**DIRECTIONS FOR THIS TASK**
For each line below that contains the string "linecap", copy that line.

**THE DATA**
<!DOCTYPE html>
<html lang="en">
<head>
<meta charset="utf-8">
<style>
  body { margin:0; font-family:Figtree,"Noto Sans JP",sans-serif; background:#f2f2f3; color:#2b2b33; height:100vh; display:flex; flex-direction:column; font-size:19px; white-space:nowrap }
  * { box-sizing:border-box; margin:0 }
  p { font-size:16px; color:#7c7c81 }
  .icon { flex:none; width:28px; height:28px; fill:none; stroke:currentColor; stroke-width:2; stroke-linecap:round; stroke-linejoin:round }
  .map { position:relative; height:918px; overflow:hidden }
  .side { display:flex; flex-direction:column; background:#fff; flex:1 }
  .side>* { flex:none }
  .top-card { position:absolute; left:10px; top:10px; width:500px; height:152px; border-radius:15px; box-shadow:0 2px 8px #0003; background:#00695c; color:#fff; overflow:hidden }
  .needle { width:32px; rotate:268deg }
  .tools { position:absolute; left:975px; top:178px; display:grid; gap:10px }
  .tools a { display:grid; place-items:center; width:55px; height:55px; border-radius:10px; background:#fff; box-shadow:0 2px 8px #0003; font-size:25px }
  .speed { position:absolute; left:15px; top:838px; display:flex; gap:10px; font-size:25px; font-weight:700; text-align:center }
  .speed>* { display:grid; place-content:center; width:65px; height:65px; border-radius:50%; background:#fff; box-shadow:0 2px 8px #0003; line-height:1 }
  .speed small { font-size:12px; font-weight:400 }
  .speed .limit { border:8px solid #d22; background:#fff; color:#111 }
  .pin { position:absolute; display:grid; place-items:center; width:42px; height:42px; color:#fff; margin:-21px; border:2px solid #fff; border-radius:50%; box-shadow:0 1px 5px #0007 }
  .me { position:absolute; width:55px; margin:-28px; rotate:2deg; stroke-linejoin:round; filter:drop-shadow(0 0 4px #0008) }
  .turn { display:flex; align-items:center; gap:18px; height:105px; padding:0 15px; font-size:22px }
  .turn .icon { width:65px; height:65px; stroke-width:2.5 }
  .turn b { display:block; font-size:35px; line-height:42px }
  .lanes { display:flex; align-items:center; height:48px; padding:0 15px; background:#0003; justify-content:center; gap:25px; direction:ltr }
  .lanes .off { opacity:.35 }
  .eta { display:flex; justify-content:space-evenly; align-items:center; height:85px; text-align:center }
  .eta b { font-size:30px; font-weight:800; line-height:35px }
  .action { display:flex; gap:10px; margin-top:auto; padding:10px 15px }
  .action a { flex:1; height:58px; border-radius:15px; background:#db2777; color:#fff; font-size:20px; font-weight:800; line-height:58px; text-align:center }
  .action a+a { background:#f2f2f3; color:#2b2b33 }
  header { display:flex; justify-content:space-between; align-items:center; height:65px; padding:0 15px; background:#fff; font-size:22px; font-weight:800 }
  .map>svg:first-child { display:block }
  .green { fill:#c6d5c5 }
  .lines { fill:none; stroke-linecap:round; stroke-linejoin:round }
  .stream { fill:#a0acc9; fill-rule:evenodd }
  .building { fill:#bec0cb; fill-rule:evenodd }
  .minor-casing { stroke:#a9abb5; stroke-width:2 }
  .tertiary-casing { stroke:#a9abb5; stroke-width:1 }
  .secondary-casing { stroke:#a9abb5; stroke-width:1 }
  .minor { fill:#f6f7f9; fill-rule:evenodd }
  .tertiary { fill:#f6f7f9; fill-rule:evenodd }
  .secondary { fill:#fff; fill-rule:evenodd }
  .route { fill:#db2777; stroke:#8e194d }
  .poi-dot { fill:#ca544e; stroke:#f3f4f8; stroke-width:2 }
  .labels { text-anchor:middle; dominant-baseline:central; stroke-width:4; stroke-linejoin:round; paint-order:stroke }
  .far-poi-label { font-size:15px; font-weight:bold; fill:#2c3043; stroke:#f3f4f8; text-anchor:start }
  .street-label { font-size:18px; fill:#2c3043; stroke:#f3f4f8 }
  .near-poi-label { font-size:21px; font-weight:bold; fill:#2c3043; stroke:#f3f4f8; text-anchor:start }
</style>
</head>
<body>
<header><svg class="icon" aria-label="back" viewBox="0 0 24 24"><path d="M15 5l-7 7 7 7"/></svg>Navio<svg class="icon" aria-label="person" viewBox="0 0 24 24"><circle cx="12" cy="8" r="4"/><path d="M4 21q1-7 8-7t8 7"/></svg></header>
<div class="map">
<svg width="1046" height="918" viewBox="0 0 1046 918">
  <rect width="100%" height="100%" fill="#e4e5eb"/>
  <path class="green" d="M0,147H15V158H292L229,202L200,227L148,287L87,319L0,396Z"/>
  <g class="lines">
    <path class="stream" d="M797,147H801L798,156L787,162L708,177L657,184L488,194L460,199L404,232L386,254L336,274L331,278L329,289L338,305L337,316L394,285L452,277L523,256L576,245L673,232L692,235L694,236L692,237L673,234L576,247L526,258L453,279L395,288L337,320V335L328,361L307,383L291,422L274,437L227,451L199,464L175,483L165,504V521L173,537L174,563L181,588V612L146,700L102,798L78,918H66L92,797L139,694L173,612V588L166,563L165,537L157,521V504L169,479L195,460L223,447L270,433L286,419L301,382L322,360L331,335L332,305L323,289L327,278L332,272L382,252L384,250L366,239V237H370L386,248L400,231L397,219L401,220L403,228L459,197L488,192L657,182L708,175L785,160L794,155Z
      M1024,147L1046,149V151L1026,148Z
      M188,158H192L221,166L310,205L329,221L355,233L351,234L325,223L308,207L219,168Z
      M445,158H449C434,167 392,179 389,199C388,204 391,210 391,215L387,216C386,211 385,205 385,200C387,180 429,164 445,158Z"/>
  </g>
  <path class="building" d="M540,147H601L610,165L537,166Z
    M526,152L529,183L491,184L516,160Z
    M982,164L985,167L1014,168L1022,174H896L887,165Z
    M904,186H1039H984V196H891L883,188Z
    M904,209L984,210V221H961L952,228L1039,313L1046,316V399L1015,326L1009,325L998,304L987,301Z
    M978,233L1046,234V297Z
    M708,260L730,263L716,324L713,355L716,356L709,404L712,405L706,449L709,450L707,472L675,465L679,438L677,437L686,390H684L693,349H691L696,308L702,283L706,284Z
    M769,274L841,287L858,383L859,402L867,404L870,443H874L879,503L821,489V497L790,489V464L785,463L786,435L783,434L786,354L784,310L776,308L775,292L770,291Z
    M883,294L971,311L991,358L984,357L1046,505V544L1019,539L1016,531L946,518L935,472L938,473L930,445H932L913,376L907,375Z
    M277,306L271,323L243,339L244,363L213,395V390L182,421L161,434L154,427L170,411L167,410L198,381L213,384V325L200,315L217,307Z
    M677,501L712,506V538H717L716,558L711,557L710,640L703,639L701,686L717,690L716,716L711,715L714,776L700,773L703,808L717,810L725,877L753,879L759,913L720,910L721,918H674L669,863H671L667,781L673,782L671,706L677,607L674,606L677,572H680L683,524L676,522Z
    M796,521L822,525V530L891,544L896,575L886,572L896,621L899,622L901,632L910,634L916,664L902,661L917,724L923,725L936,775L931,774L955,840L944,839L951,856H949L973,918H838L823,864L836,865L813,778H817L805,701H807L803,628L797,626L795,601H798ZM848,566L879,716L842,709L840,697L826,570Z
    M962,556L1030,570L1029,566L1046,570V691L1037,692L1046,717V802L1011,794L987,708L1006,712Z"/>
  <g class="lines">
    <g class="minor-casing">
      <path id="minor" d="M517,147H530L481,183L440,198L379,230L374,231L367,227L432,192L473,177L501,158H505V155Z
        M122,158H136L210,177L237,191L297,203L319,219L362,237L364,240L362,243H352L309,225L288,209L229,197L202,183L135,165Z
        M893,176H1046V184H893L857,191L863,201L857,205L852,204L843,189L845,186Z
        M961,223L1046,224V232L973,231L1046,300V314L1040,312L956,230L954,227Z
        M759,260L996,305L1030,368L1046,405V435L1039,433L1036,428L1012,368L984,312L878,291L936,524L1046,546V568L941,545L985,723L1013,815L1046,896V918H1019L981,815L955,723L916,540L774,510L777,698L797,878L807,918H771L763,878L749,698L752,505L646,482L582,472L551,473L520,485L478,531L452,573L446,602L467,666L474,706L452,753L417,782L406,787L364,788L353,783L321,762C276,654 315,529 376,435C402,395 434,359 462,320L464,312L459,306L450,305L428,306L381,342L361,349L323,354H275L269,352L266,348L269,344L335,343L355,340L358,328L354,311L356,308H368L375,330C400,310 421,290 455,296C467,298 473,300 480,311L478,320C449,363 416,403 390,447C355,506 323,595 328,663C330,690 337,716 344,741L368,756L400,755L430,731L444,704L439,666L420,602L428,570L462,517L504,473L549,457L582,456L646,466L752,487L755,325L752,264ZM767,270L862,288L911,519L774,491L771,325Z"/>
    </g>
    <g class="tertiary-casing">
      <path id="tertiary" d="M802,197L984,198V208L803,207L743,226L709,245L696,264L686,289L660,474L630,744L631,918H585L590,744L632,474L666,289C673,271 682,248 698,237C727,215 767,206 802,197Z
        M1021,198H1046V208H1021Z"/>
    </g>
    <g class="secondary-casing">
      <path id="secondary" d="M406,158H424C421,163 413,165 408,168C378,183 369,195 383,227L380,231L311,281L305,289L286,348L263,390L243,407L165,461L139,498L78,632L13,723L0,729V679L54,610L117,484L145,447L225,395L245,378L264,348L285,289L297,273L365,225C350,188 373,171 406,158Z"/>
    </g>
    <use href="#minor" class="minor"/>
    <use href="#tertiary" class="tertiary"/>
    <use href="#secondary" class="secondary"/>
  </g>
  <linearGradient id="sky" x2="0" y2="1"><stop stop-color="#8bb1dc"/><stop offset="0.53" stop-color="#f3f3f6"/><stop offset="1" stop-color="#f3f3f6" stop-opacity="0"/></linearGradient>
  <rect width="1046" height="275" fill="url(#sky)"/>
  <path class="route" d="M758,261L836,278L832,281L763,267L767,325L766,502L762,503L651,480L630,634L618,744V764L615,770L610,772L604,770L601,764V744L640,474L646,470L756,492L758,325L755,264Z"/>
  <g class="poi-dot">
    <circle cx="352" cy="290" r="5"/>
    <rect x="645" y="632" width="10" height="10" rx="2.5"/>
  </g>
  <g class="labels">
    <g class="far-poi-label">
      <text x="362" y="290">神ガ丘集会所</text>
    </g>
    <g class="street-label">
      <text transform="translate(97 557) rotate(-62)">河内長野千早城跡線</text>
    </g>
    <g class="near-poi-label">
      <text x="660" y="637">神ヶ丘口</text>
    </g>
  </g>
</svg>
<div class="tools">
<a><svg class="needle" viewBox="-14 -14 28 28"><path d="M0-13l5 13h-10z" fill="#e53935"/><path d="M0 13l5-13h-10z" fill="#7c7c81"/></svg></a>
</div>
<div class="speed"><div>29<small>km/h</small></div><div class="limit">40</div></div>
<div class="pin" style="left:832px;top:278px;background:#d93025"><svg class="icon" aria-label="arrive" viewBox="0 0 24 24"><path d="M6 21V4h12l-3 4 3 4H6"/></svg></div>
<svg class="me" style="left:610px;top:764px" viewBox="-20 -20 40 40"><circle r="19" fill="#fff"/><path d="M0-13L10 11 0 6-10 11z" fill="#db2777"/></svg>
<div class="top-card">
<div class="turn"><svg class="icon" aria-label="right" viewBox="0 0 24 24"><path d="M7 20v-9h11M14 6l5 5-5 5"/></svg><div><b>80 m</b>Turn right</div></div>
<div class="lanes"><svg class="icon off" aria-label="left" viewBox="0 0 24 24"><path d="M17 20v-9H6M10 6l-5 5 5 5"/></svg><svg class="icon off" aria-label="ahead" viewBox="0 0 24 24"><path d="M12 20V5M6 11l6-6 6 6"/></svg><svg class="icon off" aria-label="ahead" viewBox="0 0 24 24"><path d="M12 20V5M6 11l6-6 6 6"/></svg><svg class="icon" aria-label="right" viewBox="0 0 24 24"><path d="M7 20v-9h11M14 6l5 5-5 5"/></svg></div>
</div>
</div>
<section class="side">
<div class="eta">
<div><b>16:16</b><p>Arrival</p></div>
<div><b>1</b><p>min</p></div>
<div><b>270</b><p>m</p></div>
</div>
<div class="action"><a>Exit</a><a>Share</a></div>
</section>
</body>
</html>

**ANSWER SPACE**
  .icon { flex:none; width:28px; height:28px; fill:none; stroke:currentColor; stroke-width:2; stroke-linecap:round; stroke-linejoin:round }
  .lines { fill:none; stroke-linecap:round; stroke-linejoin:round }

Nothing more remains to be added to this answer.